Authors of a recent book on this subject, Zolli and Healy, build their definition on a platform influenced by ecology and sociology, defining resilience as “the capacity of a system, enterprise, or a person to maintain its core purpose and integrity in the face of dramatically changed circumstances.”1 In a similar tone, ecosystem science authors Walker and Salt define resilience as “the capacity of a system to absorb disturbance and still retain its basic function and structure.”2

As my intentional awareness grew I found most often in social sector parlance that resilience was being touted as a destination. I read and hear resilience used as a metaphor for some kind of moat, shield, or inoculation from disruption. Fear of disruption may be the fundamentally more important issue but I’ll put that aside—for the moment—long enough to explore how individuals and organizations seem to position themselves for resilience.
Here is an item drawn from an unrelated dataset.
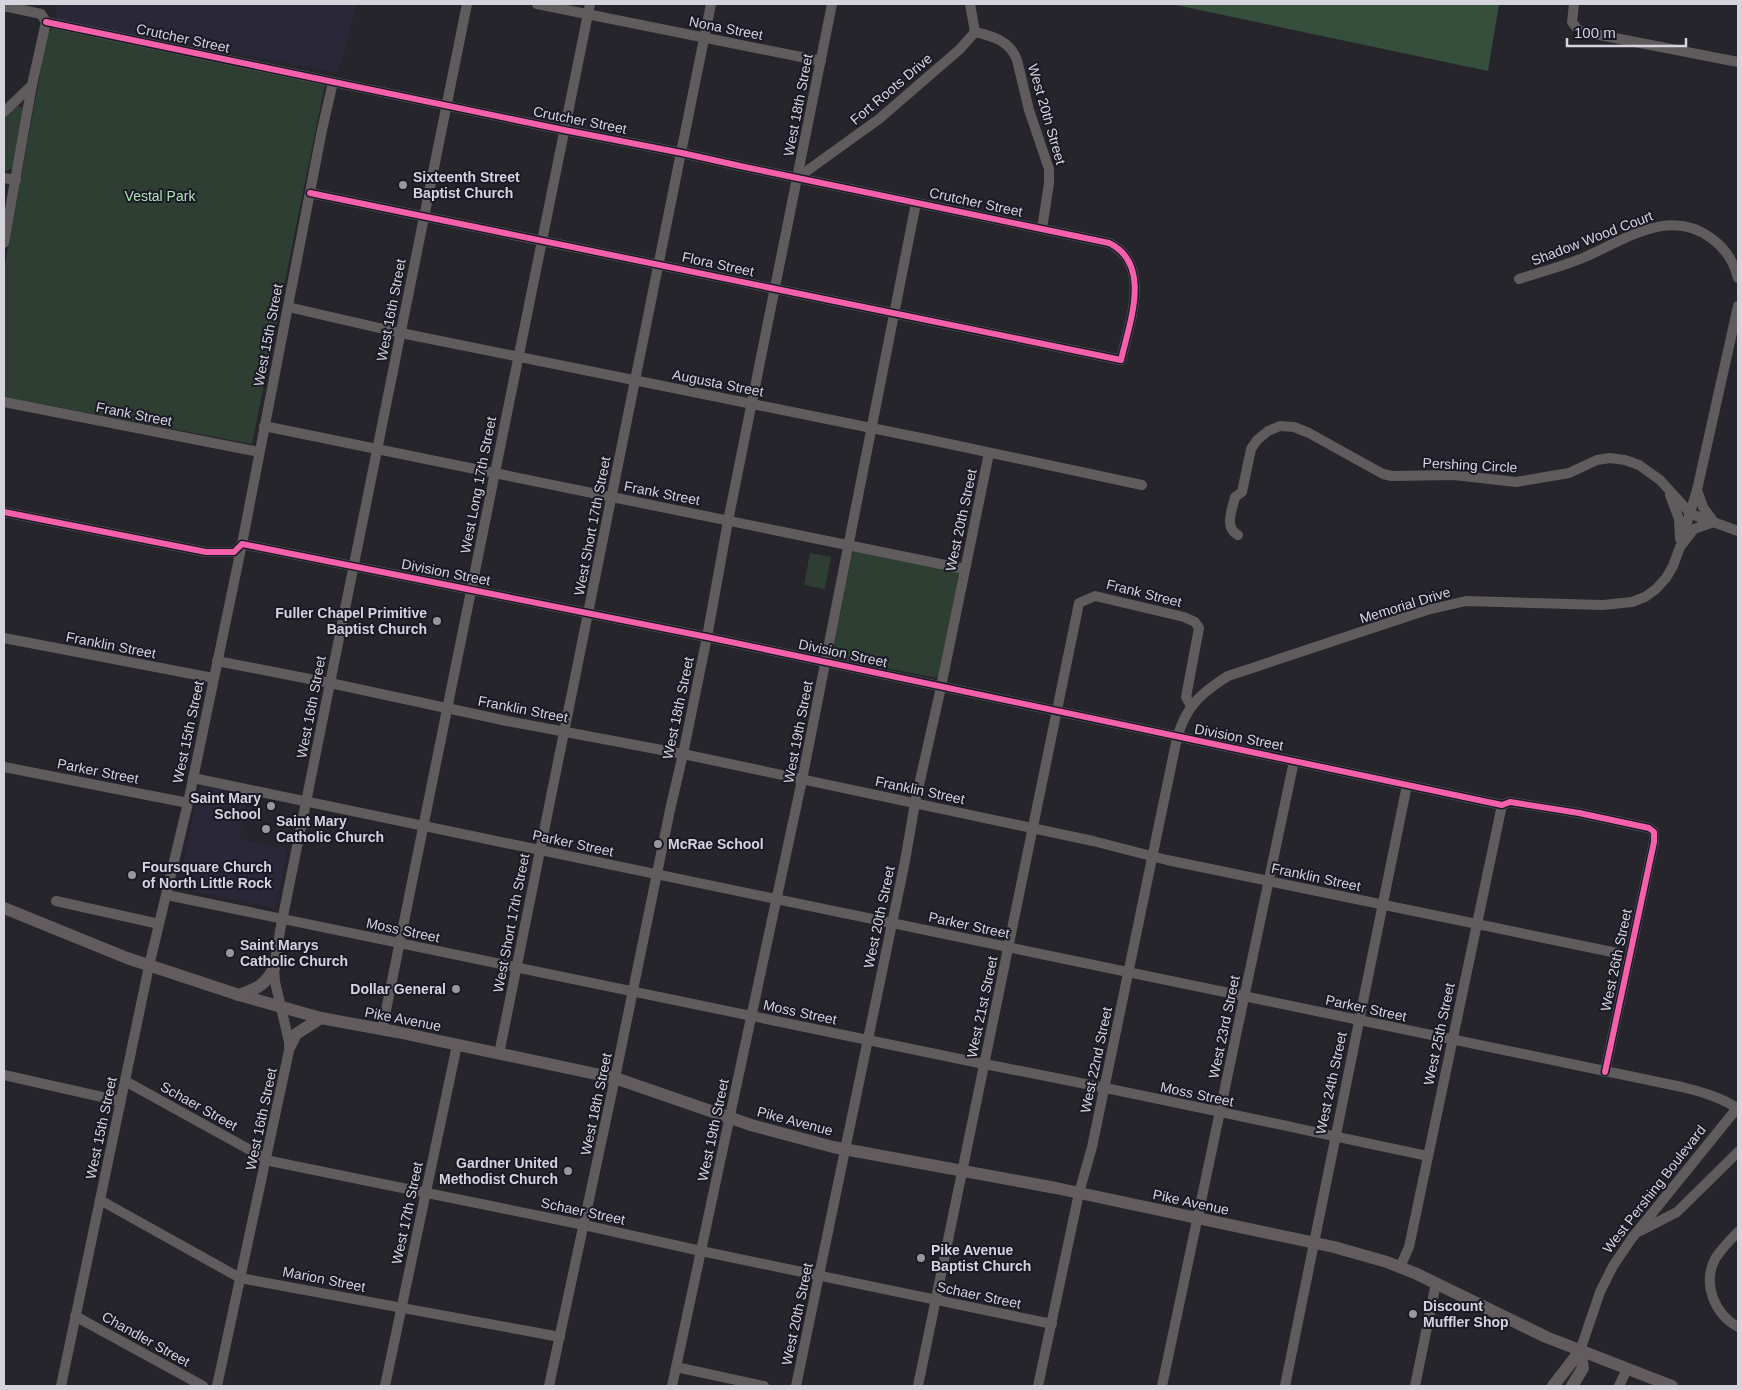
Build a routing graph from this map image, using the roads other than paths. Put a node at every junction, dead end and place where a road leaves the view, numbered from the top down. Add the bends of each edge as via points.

Back to Zolli and Healy, who believe organizations, communities, economies, and whole ecosystems enhance their resilience in two ways: “by improving its ability to resist being pushed past these kinds of critical, sometimes permanently damaging thresholds, and by preserving and expanding the range of niches to which a system can healthily adapt if it is pushed past such thresholds”3 (emphasis added). This insight led me to wonder if organizations have the capacity and ability to pursue both paths concurrently. I recognize (more than I admire) the ability of leaders and organizations to multi-task, yet these two paths suggest to me culture bending mindset shifts. One shift is tough enough; two concurrently even harder. Worse, the skills they require be deeply embedded in the organization can unintentionally pull it in opposing directions.4 Worse yet, the shifts would be attempted in a separate and linear fashion, neither being influenced by the other.

The popular approach for pursuing the first path—improving ability to resist disturbance—seems most clearly expressed in the sector’s widespread adoption of process and performance improvement initiatives, variously labeled: continuous quality improvement (CQI), lean, adopting Six Sigma principles, finding True North objectives in a Hoshin kanri methodology, value based engineering, business and financial modeling, and more. These pursuits have great merit and can produce significant improvements, allowing social sector organizations to reduce wasted resources and deploy recaptured resources to benefit those being served.

Tough to argue this intent, right? Yet, the seemingly total focus required to lead an entire organization to adopt this performance mindset (with the requisite vocabulary and behavioral norms) may take place at the expense of pursuing the second path—building adaptive muscle—with sufficient resolve. Those organizations (perhaps entire sub-sectors) who so completely pursue the performance skill path to improve their ability to withstand disruption may be paradoxically contributing to their own system frailty and loss of resilience.


1 Andrew Zolli and Ann Marie Healy, Resilience: Why Things Bounce Back (New York: Free Press, 2012) Kindle edition location 176-78.
2 Brian Walker and David Salt, Resilience Thinking: Sustaining Ecosystems and People in a Changing World (Washington, D.C.: Island Press, 2006), Kindle edition location 64-65.
Zolli and Healy, Resilience, 205-208.
4 Dean Robb, “Building Resilient Organizations,” OD Practitioner 13 (2000), 27-32. The author describes performance skills and adaptation skills, observing that “very few organizations have learned how to integrate these two poles of functioning.”